We use AVRO to support the data serialization in our streaming infrastructure
and we decided to extend it to provide us the possibility to encrypt the data
with info available directly on the data itself: the owner of it.
The change-set is pretty small and I would like to hear from you if it makes
sense to contribute it back to the project.
== The problem is:
Multi-tenants applications have the need to encrypt data (with the keys of the
owner/tenant that generated that piece of data) every time it is serialized to
avoid commingling of different tenant data. To do so, transparently to the
application, the ideal place to implement the encryption it is in the
serialization library (AVRO).
== Proposal:
We modified the AVRO code to have afterSerialization and beforeDeserialization
hooks that can use object defined values (the tenant/owner of that data) to
implement encryption.
In the code we propose to submit we implemented a new interface:
`SerializeFinalizationDelegate.java`
```
public interface SerializeFinalizationDelegate {
void afterSerialization(ByteArrayOutputStream serializedData, Encoder
finalEncoder);
Decoder beforeDeserialization(Decoder dataToDecode);
}
```
That needs to be implemented by any AVRO serializable class that wants to
define a post-serialization or pre-deserialization logic.

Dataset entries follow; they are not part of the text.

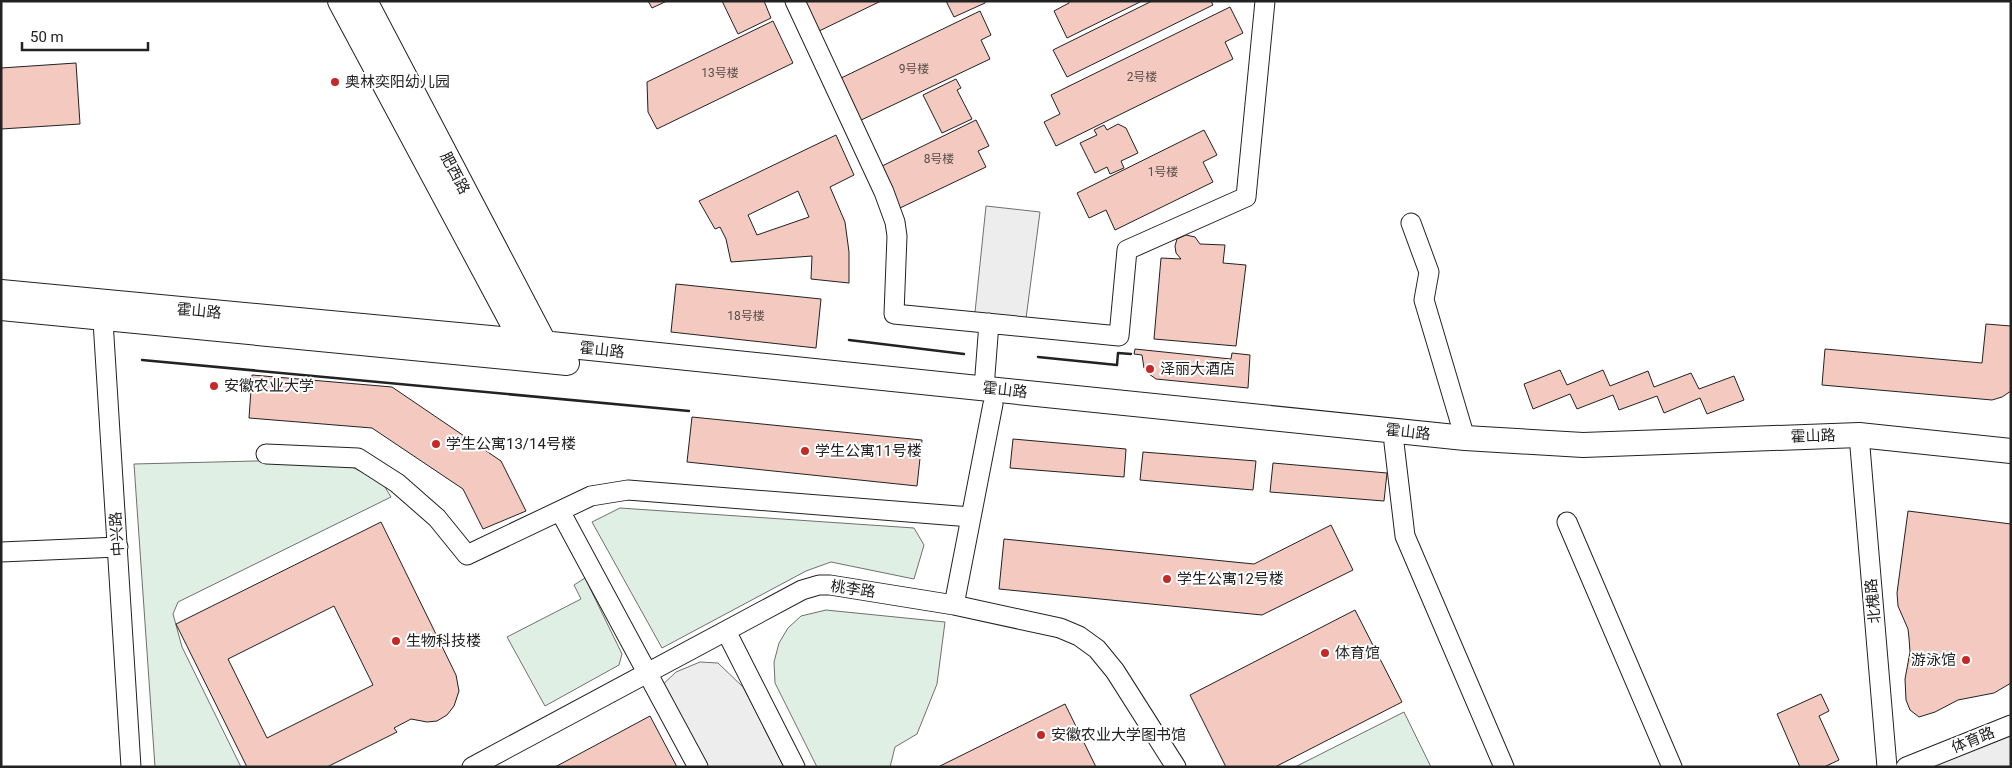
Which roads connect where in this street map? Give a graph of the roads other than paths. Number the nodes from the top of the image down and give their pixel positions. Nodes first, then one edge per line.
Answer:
1 (340, 1) edge
2 (365, 1) edge
3 (796, 1) edge
4 (1266, 1) edge
5 (1411, 223) dead end
6 (1, 292) edge
7 (1, 308) edge
8 (102, 310) junction
9 (989, 323) junction
10 (533, 343) junction
11 (988, 396) junction
12 (1465, 438) junction
13 (1394, 443) junction
14 (1859, 443) junction
15 (2011, 451) edge
16 (266, 454) dead end
17 (2011, 466) edge
18 (560, 511) junction
19 (970, 517) junction
20 (1567, 522) dead end
21 (118, 546) junction
22 (1, 552) edge
23 (954, 605) junction
24 (726, 631) junction
25 (646, 673) junction
26 (2011, 725) edge
27 (131, 767) edge
28 (472, 767) edge
29 (698, 767) edge
30 (794, 767) edge
31 (1176, 767) edge
32 (1504, 767) edge
33 (1672, 767) edge
34 (1887, 767) edge
35 (1906, 767) edge

1 - 10 main road, 肥西路
2 - 10 main road, 肥西路
3 - 9 street
4 - 9 street
5 - 12 street
6 - 8 main road, 霍山路
7 - 8 main road, 霍山路
8 - 10 main road, 霍山路
8 - 11 main road, 霍山路
8 - 21 street, 中兴路
9 - 11 street
10 - 11 main road, 霍山路
11 - 12 main road, 霍山路
11 - 13 main road, 霍山路
11 - 19 street
12 - 14 main road, 霍山路
13 - 14 main road, 霍山路
13 - 32 street
14 - 15 main road, 霍山路
14 - 17 main road, 霍山路
14 - 34 street, 北槐路
16 - 18 street
18 - 19 street
18 - 25 street
19 - 23 street
20 - 33 street
21 - 22 street
21 - 27 street, 中兴路
23 - 24 street, 桃李路
23 - 31 street, 桃李路
24 - 25 street, 桃李路
24 - 30 street
25 - 28 street, 桃李路
25 - 29 street
26 - 35 street, 体育路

`GenericDatumWriter` and `GenericDatumReader` are modified to delegate to the
object implementation of the methods above.
More info can be found at
https://www.slideshare.net/FlinkForward/multi-tenanted-streams-workday-enrico-agnoli-leire-fernandez-de-retana-roitegui-workday-185815223
from slide 21
What do you think about this proposal? I wanted to first start a discussion,
but if it helps I can create a patch or a branch to show the change,
Hope to hear from you,
-Enrico